Carter is starting to talk and smile a lot more. He likes to fold his hands in front of him and absolutely loves being held, and definitely prefers if you hold him while your standing up! He’s a picky boy that one is, although he likes to cuddle but has no problem being laid down for bed at night. Hallelujah! I will hold you all you want during the day if you go to bed and sleep without a fight at night!
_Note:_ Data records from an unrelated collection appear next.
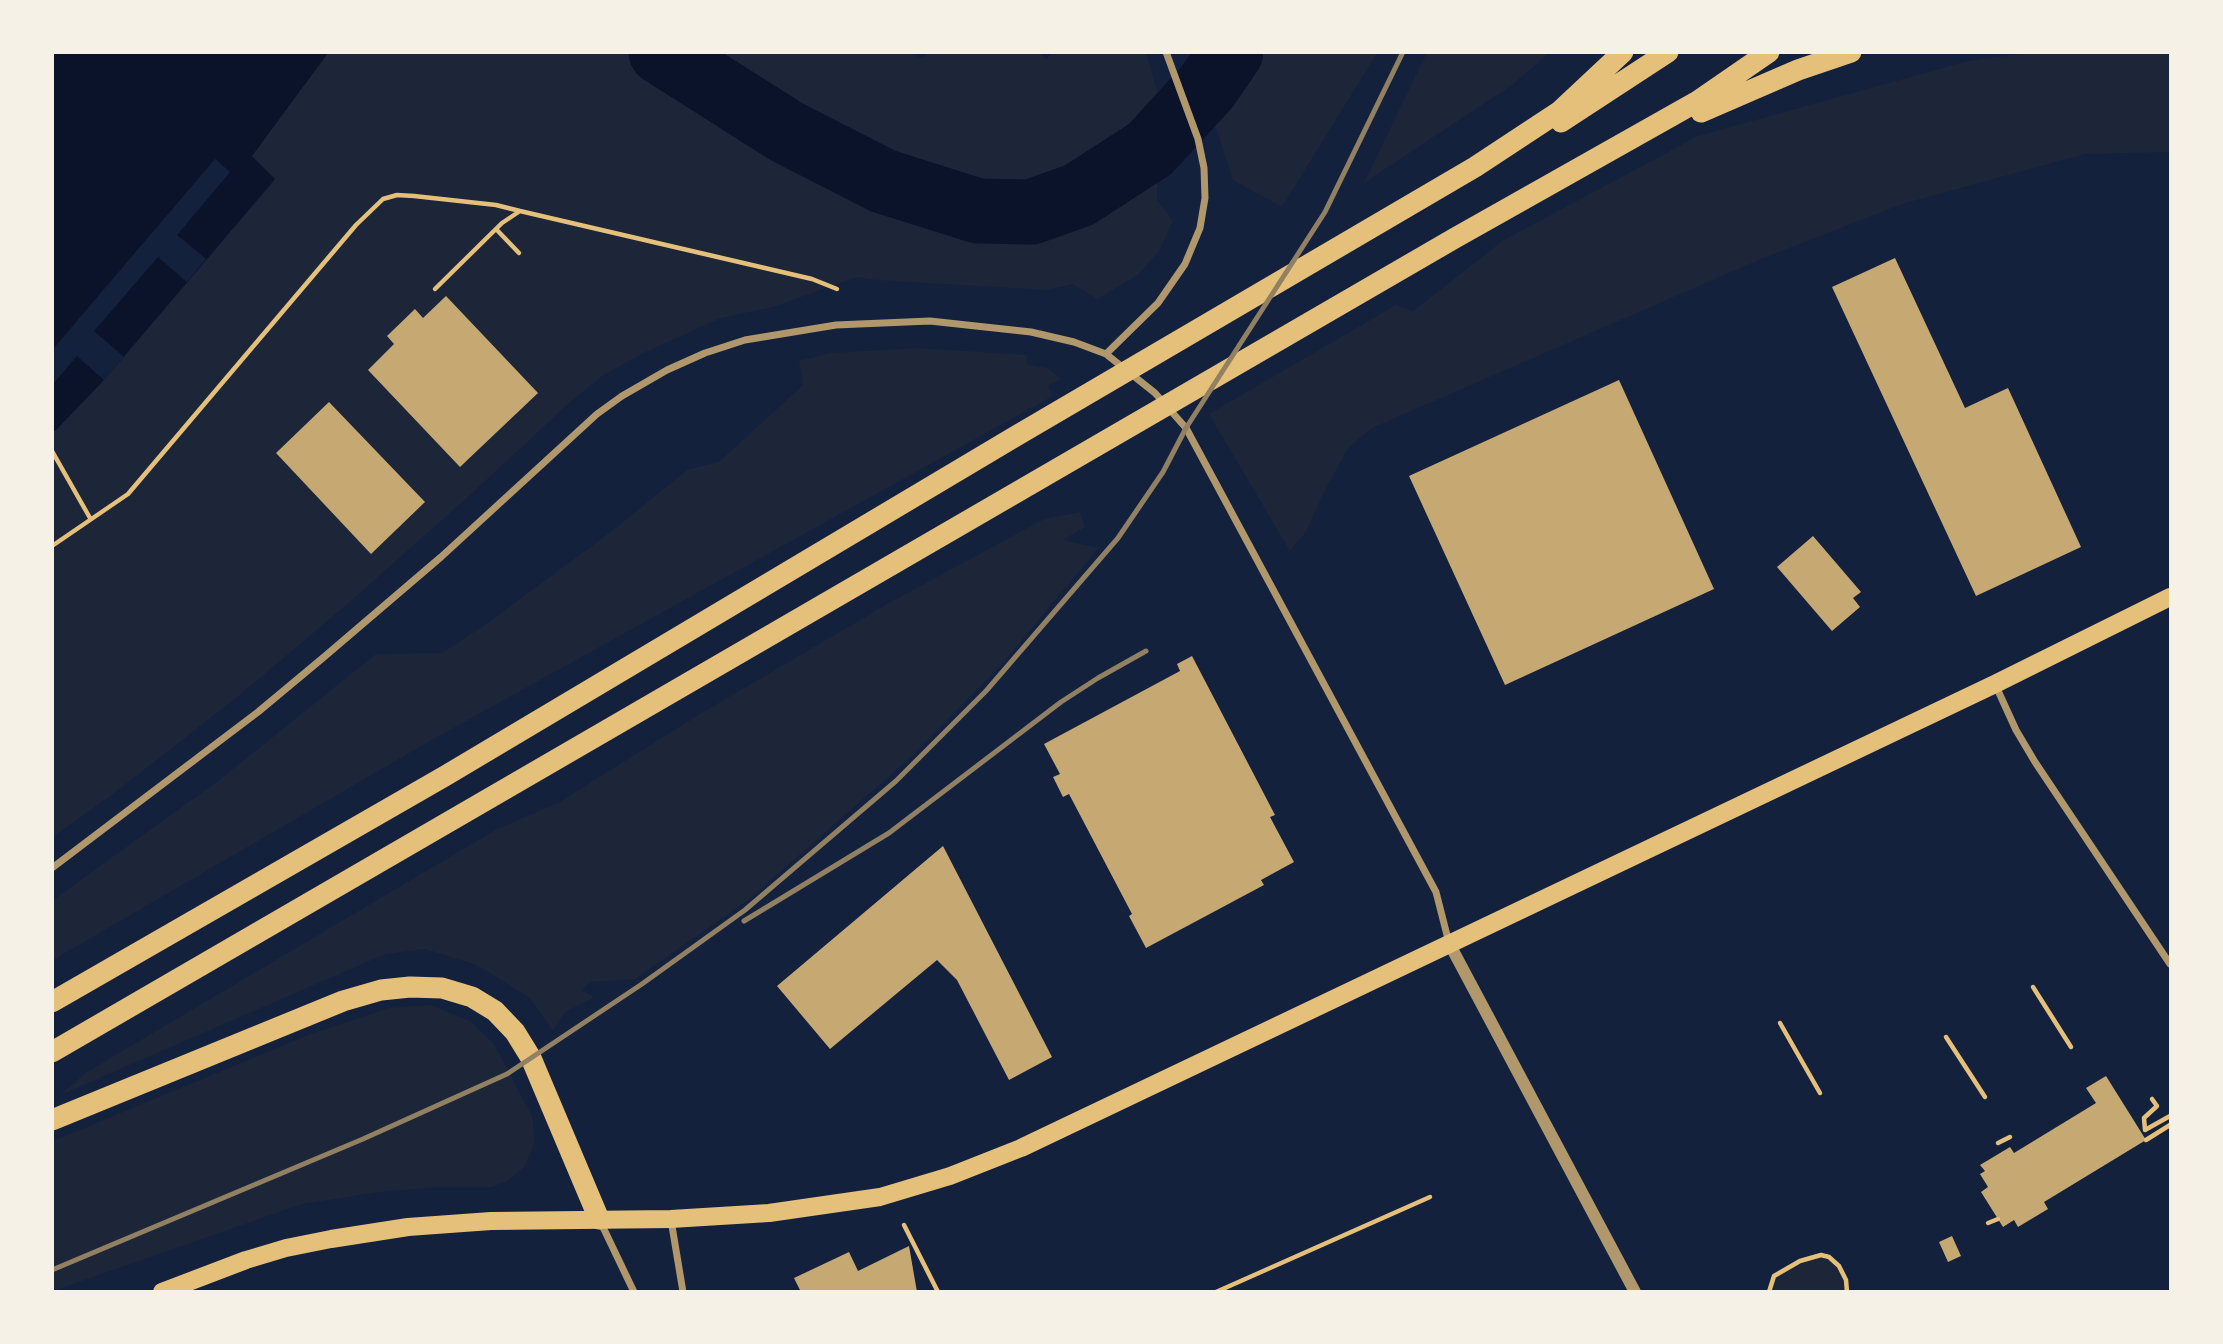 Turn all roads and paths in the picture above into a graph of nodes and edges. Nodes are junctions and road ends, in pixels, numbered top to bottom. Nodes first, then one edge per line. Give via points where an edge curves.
1 (1166, 52) edge
2 (1623, 52) edge
3 (1668, 52) edge
4 (1769, 52) edge
5 (1851, 52) edge
6 (1475, 167) junction
7 (1560, 178) junction
8 (520, 211) junction
9 (496, 229) junction
10 (519, 253) dead end
11 (435, 289) dead end
12 (837, 289) dead end
13 (1106, 354) junction
14 (52, 451) edge
15 (90, 518) junction
16 (52, 546) edge
17 (2171, 597) edge
18 (1996, 684) junction
19 (52, 868) edge
20 (1449, 943) junction
21 (2171, 964) edge
22 (2033, 987) dead end
23 (52, 1002) edge
24 (1780, 1023) dead end
25 (1946, 1037) dead end
26 (2071, 1047) dead end
27 (52, 1052) edge
28 (1820, 1093) dead end
29 (1985, 1097) dead end
30 (2152, 1099) dead end
31 (2171, 1116) edge
32 (52, 1120) edge
33 (2171, 1125) edge
34 (2010, 1137) dead end
35 (2146, 1140) dead end
36 (1998, 1143) dead end
37 (1430, 1197) dead end
38 (599, 1219) junction
39 (671, 1219) junction
40 (1998, 1219) dead end
41 (1988, 1223) dead end
42 (904, 1225) dead end
43 (162, 1292) edge
44 (634, 1292) edge
45 (683, 1292) edge
46 (938, 1292) edge
47 (1216, 1292) edge
48 (1635, 1292) edge
49 (1769, 1292) edge
50 (1847, 1292) edge

1 - 13 street via 1204,168 1200,228 1185,264 1158,303
2 - 6 highway via 1560,111
3 - 6 highway via 1575,115
4 - 7 highway via 1699,101
5 - 7 highway via 1721,102
6 - 23 highway via 445,776
7 - 27 highway
8 - 9 path
8 - 12 path via 812,279
8 - 15 path via 414,196 383,199 128,494
9 - 10 path
9 - 11 path
13 - 19 street via 1073,342 986,325 876,322 745,340 667,370 597,414 371,619
13 - 20 street via 1155,393 1186,428 1436,892
14 - 15 path
15 - 16 path
17 - 18 main road
18 - 20 main road
18 - 21 street via 2035,762
20 - 39 main road via 1021,1149 950,1176 880,1197 769,1213
20 - 48 street
22 - 26 path
24 - 28 path
25 - 29 path
30 - 31 path via 2157,1106 2144,1118 2145,1129
32 - 38 highway via 343,1001 381,990 442,988 472,997 495,1011 515,1032 531,1058
33 - 35 path
34 - 36 path
37 - 47 path
38 - 39 main road
38 - 43 main road via 491,1221 331,1238 246,1260
38 - 44 street
39 - 45 street
40 - 41 path
42 - 46 path
49 - 50 path via 1774,1276 1821,1255 1839,1266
Oliver is a talker. He speaks English and Olivernese… today he came up behind me while I was doing laundry and said “Mama, blah blah blah blah blah!”. I have no idea what it meant, but he obviously was telling me about something in his own little language, it was so so cute. The other day Aunt Beth said “look at the baby owl!” and Oliver said “Baby owl!”. It’s really fun to hear him put two or more words together at the same time, he’s starting to act and sound like a little boy instead of a baby. I can’t stop and think of how fast he’s grown and how fast he’ll keep growing for too long or I start to tear up. Why can’t I keep him little forever!?!?!
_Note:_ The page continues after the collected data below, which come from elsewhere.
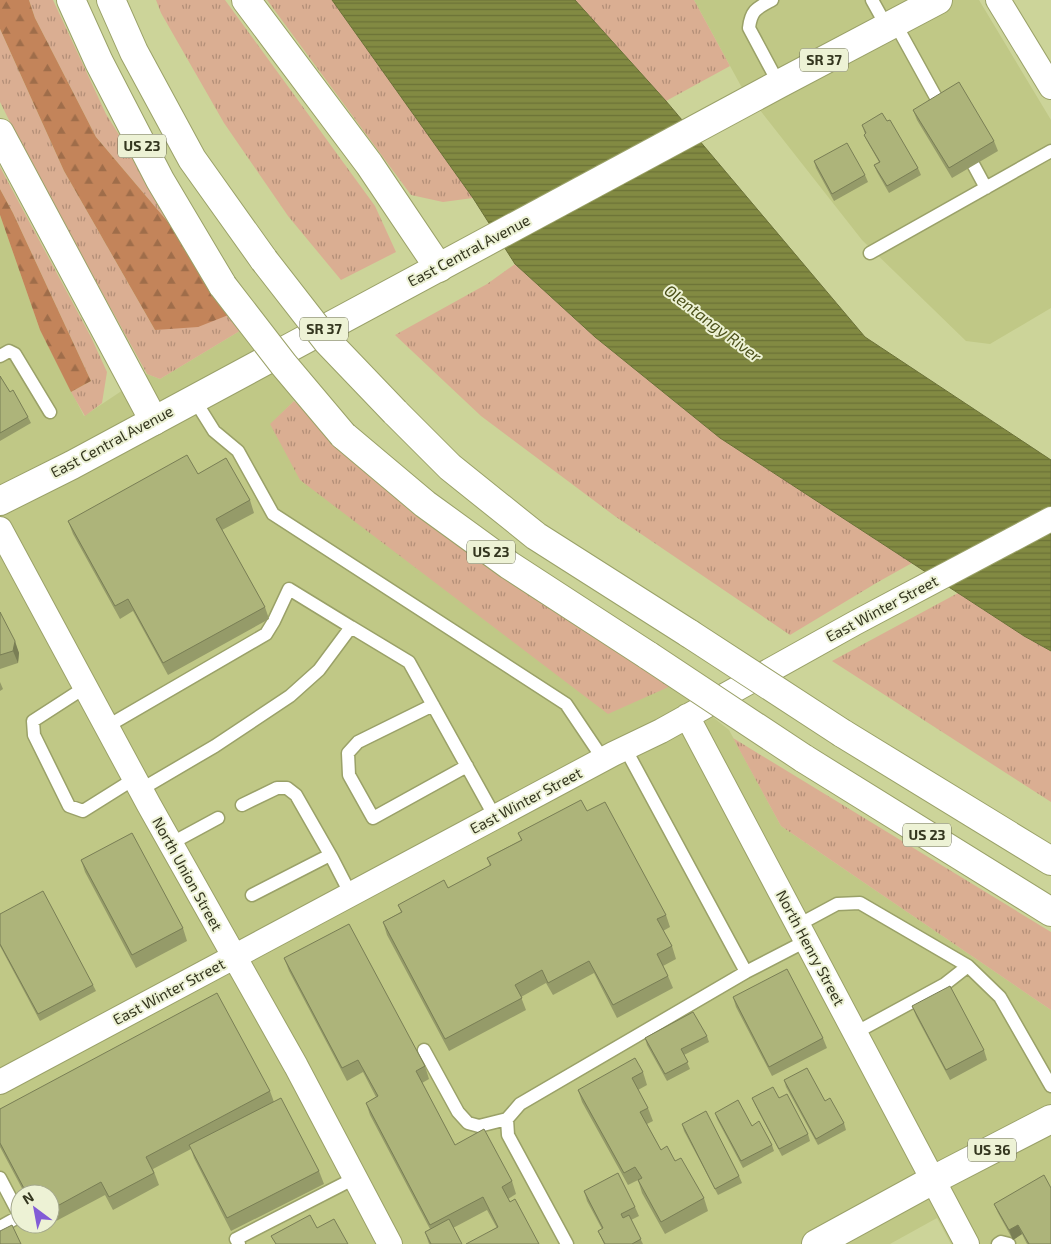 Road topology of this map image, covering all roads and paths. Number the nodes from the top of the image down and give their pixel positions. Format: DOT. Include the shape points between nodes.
graph roads {
  1 [pos="70,0"];
  2 [pos="111,0"];
  3 [pos="246,0"];
  4 [pos="872,0"];
  5 [pos="938,0"];
  6 [pos="998,0"];
  7 [pos="764,2"];
  8 [pos="891,25"];
  9 [pos="779,84"];
  10 [pos="1051,87"];
  11 [pos="948,119"];
  12 [pos="0,134"];
  13 [pos="957,136"];
  14 [pos="1051,151"];
  15 [pos="986,188"];
  16 [pos="870,253"];
  17 [pos="439,268"];
  18 [pos="0,356"];
  19 [pos="194,399"];
  20 [pos="50,412"];
  21 [pos="154,420"];
  22 [pos="0,501"];
  23 [pos="1051,519"];
  24 [pos="0,529"];
  25 [pos="351,627"];
  26 [pos="84,688"];
  27 [pos="433,705"];
  28 [pos="687,716"];
  29 [pos="106,728"];
  30 [pos="625,748"];
  31 [pos="603,759"];
  32 [pos="467,766"];
  33 [pos="137,784"];
  34 [pos="242,805"];
  35 [pos="495,817"];
  36 [pos="218,818"];
  37 [pos="170,844"];
  38 [pos="332,858"];
  39 [pos="1051,861"];
  40 [pos="252,895"];
  41 [pos="351,895"];
  42 [pos="1051,912"];
  43 [pos="802,933"];
  44 [pos="234,957"];
  45 [pos="968,966"];
  46 [pos="746,972"];
  47 [pos="855,1033"];
  48 [pos="424,1050"];
  49 [pos="0,1082"];
  50 [pos="1051,1086"];
  51 [pos="507,1119"];
  52 [pos="1051,1119"];
  53 [pos="0,1178"];
  54 [pos="355,1178"];
  55 [pos="933,1180"];
  56 [pos="10,1197"];
  57 [pos="234,1242"];
  58 [pos="390,1244"];
  59 [pos="566,1244"];
  60 [pos="816,1244"];
  61 [pos="967,1244"];
  62 [pos="998,1244"];
  63 [pos="1010,1244"];
  1 -- 42 [label="highway, US 23, bridge" via="160,180 223,286 343,435 425,504 508,565 803,758"];
  2 -- 39 [label="highway, US 23, bridge" via="134,52 192,159 264,260 327,341 450,467 536,536 842,734"];
  3 -- 17 [label="highway" via="369,164"];
  4 -- 8 [label="lane"];
  5 -- 8 [label="highway, East Central Avenue / SR 37"];
  6 -- 10 [label="street"];
  7 -- 9 [label="lane" via="756,8 748,28"];
  8 -- 9 [label="highway, East Central Avenue / SR 37"];
  8 -- 11 [label="lane"];
  9 -- 17 [label="highway, East Central Avenue / SR 37"];
  12 -- 21 [label="highway"];
  13 -- 15 [label="lane"];
  14 -- 15 [label="lane"];
  15 -- 16 [label="lane"];
  17 -- 19 [label="highway, East Central Avenue / SR 37"];
  18 -- 20 [label="lane" via="9,352 16,354"];
  19 -- 21 [label="highway, East Central Avenue / SR 37"];
  19 -- 31 [label="lane" via="214,431 238,451 273,514 566,704"];
  21 -- 22 [label="highway, East Central Avenue / SR 37"];
  23 -- 28 [label="street, East Winter Street"];
  24 -- 26 [label="street, North Union Street"];
  25 -- 27 [label="lane" via="410,662"];
  25 -- 29 [label="lane" via="288,589 266,634"];
  25 -- 33 [label="lane" via="319,670 290,696 215,746"];
  26 -- 29 [label="street, North Union Street"];
  26 -- 33 [label="lane" via="33,722 34,735 69,806 83,811"];
  27 -- 32 [label="lane"];
  27 -- 32 [label="lane" via="358,742 348,753 349,775 373,818"];
  28 -- 30 [label="street, East Winter Street"];
  28 -- 43 [label="street, North Henry Street"];
  29 -- 33 [label="street, North Union Street"];
  30 -- 31 [label="street, East Winter Street"];
  30 -- 46 [label="lane"];
  31 -- 35 [label="street, East Winter Street"];
  32 -- 35 [label="lane"];
  33 -- 37 [label="street, North Union Street"];
  34 -- 38 [label="lane" via="277,788 287,788 296,795"];
  35 -- 41 [label="street, East Winter Street"];
  36 -- 37 [label="lane"];
  37 -- 44 [label="street, North Union Street"];
  38 -- 40 [label="lane" via="328,856"];
  38 -- 41 [label="lane"];
  41 -- 44 [label="street, East Winter Street"];
  43 -- 45 [label="lane" via="838,904 860,903"];
  43 -- 46 [label="lane"];
  43 -- 47 [label="street, North Henry Street"];
  44 -- 49 [label="street, East Winter Street"];
  44 -- 54 [label="street, North Union Street"];
  45 -- 47 [label="lane" via="945,984"];
  45 -- 50 [label="lane" via="1000,997"];
  46 -- 51 [label="lane" via="520,1104"];
  47 -- 55 [label="street, North Henry Street"];
  48 -- 51 [label="lane" via="458,1112 468,1123 480,1126"];
  51 -- 59 [label="lane" via="508,1135"];
  52 -- 55 [label="highway, US 36"];
  53 -- 56 [label="lane"];
  54 -- 57 [label="lane"];
  54 -- 58 [label="street, North Union Street"];
  55 -- 60 [label="highway, US 36"];
  55 -- 61 [label="street, North Henry Street"];
  62 -- 63 [label="lane"];
}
The boys have started to interact with each other a little here and there. Oliver thinks it’s hilarious when Carter “talks”. Right now he calls him “Tarter” and has never acted out or gotten upset with him. He always looks at him with a smile on his face, he very obviously loves his little brother. I’m so glad the transition to brotherhood has been incredibly easy so far. It didn’t even phase little Oliver boy. 
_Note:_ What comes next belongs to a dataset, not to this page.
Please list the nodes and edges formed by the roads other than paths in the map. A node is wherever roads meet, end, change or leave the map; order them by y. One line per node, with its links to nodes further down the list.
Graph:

Oliver’s favorite thing recently is finding things to pretend like he’s playing guitar with. Tonight he found an Elmer’s glue bottle and held it right and made guitar noises. Today we went in Auntie Kyky’s car to run some errands and on the way home Oliver started singing very softly to himself and it was probably the sweetest thing I’ve ever heard! We all turned around and looked at him and he just kept going like he didn’t even care that everyone was watching him. He was just happy and wanted to express it. My heart melted. To know that my children are experiencing joy and happiness is so refreshing. It brings me so much joy. I really hope he does that again soon…. 



I’ll start with Friday….

We met Daddy at work for lunch and Oliver had his first hamburger. Let’s just say he liked it (fyi he ate the whole thing). We hung out at Papa’s house for the rest of the day until Daddy got home from work. That night we decided to go see Pirates 4 at the drive in with the Way and Mugg families. It was really fun, there were a lot of us! Pizza, soda, donuts, candy, chips all kinds of yummy goodness! Oliver was sitting in a different car than I was so when I went to check on him he had pizza and donut smeared all over his face! Silly boy…during the movie there was a scene where there was sword fighting and Oliver sat there saying “Ching-ching-ching!!!”, hilarious!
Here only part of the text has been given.